[How to complete this task] In the entries below, find each line with the string "Right" and copy it.

[Stored data]
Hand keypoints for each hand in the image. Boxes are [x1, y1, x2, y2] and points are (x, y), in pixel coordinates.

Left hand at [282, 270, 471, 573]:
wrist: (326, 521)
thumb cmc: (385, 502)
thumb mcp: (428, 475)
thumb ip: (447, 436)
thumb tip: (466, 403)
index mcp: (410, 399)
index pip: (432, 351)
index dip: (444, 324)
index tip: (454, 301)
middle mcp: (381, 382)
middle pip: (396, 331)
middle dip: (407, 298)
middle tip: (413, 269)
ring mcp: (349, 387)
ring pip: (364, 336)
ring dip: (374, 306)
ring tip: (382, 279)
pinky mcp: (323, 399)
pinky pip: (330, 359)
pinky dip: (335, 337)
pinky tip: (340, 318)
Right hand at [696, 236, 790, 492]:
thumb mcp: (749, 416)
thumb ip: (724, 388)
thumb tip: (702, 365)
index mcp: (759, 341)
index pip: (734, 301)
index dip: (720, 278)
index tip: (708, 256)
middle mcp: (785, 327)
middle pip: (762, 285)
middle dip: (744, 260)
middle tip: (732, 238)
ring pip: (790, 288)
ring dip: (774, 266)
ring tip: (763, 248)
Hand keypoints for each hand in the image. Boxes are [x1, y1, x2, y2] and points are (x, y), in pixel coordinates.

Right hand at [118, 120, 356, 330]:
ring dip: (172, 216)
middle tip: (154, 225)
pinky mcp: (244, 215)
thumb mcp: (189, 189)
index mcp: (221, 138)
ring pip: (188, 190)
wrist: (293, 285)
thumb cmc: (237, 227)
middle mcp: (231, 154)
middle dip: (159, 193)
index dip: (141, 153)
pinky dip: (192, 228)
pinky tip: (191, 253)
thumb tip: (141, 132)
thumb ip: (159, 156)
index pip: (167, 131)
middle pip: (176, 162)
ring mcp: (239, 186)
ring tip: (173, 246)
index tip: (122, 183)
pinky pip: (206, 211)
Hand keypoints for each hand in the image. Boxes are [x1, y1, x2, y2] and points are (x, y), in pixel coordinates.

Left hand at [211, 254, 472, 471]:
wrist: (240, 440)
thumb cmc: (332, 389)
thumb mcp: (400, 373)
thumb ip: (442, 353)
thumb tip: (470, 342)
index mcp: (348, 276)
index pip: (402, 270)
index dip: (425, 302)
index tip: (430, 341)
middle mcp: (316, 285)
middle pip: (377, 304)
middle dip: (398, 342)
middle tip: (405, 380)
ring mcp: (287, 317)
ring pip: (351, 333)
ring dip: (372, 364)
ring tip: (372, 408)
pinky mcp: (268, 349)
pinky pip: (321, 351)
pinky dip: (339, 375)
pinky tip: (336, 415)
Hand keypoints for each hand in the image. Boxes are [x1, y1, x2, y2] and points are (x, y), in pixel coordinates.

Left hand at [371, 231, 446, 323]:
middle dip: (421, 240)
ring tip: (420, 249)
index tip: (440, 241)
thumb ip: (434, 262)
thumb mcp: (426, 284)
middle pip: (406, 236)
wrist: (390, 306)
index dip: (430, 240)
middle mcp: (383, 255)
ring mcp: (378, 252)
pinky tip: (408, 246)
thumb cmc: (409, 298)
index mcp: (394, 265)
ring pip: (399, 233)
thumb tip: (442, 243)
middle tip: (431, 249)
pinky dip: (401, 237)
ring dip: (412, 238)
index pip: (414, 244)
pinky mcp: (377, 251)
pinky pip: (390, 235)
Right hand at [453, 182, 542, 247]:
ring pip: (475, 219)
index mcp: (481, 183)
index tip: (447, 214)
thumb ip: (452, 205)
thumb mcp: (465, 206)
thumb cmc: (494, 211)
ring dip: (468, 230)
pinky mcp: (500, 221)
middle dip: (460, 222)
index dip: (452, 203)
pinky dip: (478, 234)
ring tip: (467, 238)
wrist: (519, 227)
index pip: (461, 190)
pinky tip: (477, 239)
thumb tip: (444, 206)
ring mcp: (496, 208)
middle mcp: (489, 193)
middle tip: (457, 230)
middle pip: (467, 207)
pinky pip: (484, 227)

[Exercise output]
Right hand at [696, 236, 790, 492]:
Right hand at [118, 120, 356, 330]:
Right hand at [453, 182, 542, 247]:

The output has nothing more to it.